• Task directions
When copying the records below, keep every word as it is and drop the images.

• Stored data entries
══════════════════════════════

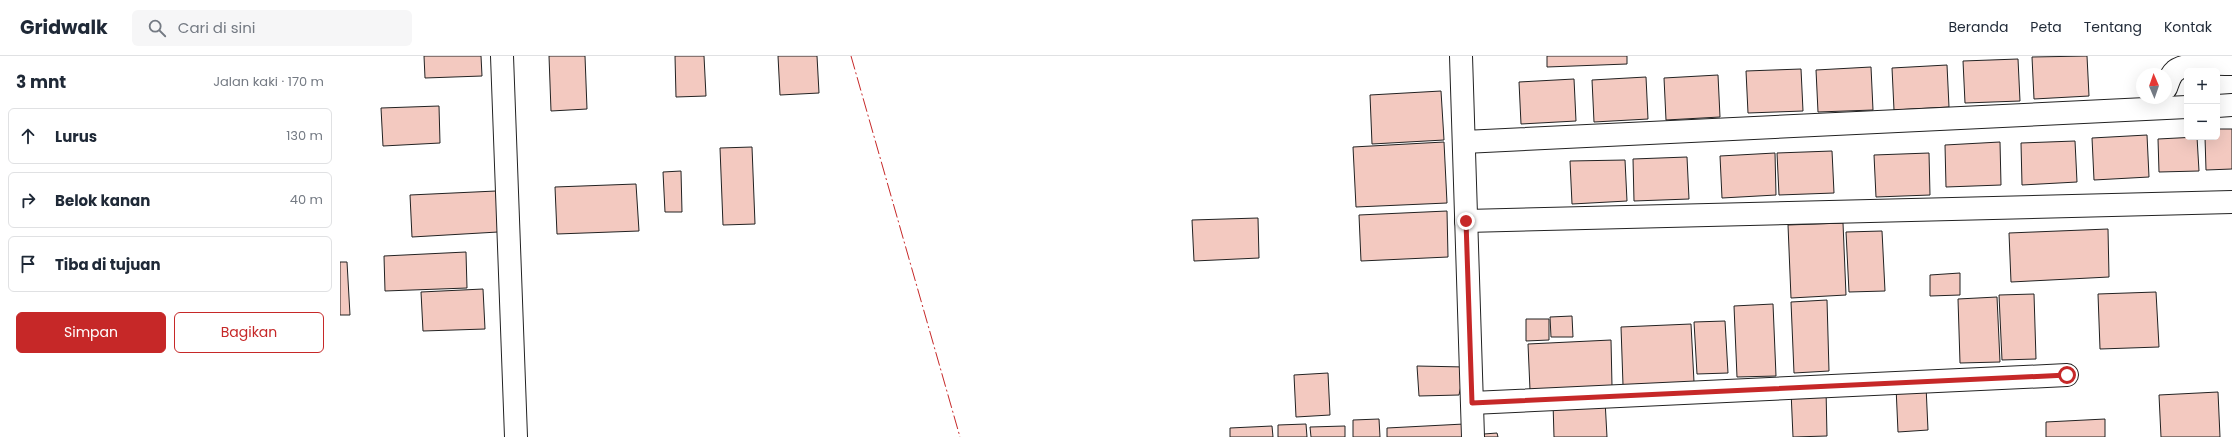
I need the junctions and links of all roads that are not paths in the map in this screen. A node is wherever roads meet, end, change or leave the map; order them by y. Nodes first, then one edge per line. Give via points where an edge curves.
1 (502, 56) edge
2 (1461, 56) edge
3 (2232, 64) edge
4 (2172, 75) edge
5 (2142, 104) edge
6 (2167, 104) edge
7 (2232, 105) edge
8 (2220, 106) edge
9 (2184, 107) edge
10 (1464, 142) junction
11 (2232, 202) edge
12 (1466, 221) junction
13 (2067, 375) dead end
14 (1472, 403) junction
15 (516, 437) edge
16 (1473, 437) edge

1 - 15 street
2 - 10 street
3 - 4 street via 2187,66 2179,68
5 - 10 street
6 - 9 street
7 - 8 street
10 - 12 street
11 - 12 street
12 - 14 street
13 - 14 street
14 - 16 street

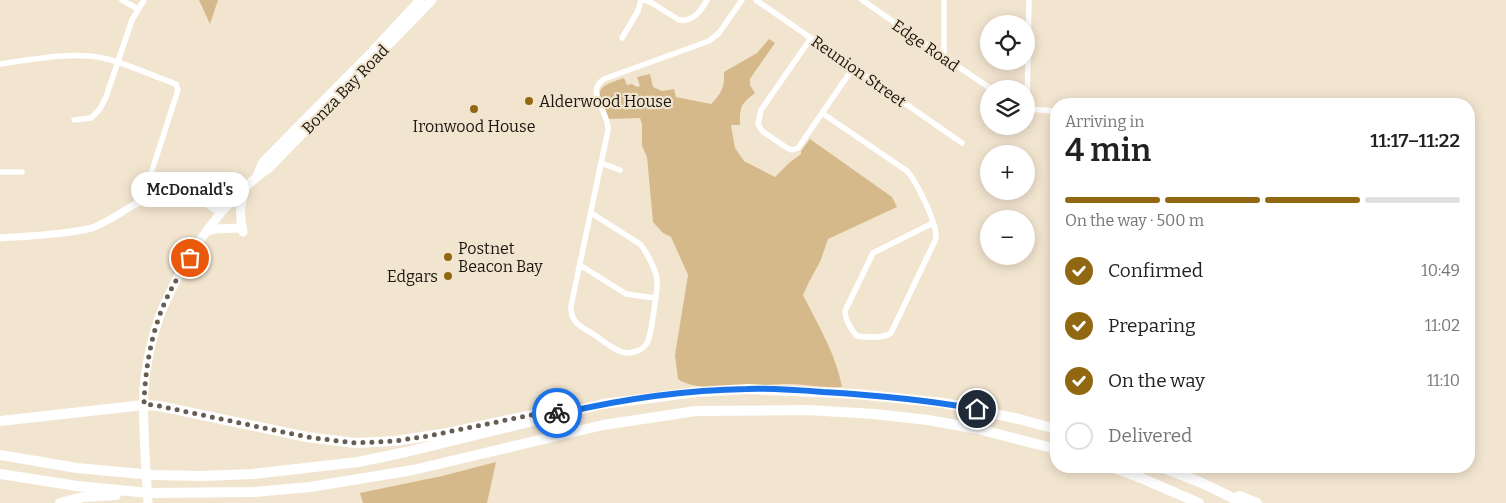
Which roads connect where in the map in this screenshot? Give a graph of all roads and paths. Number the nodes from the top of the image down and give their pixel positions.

══════════════════════════════

• Solution to the exercise
I need the junctions and links of all roads that are not paths in the map in this screen. A node is wherever roads meet, end, change or leave the map; order them by y. Nodes first, then one edge per line. Give via points where an edge curves.
1 (502, 56) edge
2 (1461, 56) edge
3 (2232, 64) edge
4 (2172, 75) edge
5 (2142, 104) edge
6 (2167, 104) edge
7 (2232, 105) edge
8 (2220, 106) edge
9 (2184, 107) edge
10 (1464, 142) junction
11 (2232, 202) edge
12 (1466, 221) junction
13 (2067, 375) dead end
14 (1472, 403) junction
15 (516, 437) edge
16 (1473, 437) edge

1 - 15 street
2 - 10 street
3 - 4 street via 2187,66 2179,68
5 - 10 street
6 - 9 street
7 - 8 street
10 - 12 street
11 - 12 street
12 - 14 street
13 - 14 street
14 - 16 street

Which roads connect where in the map in this screenshot? Give a graph of all roads and paths. Number the nodes from the top of the image down and give their pixel positions.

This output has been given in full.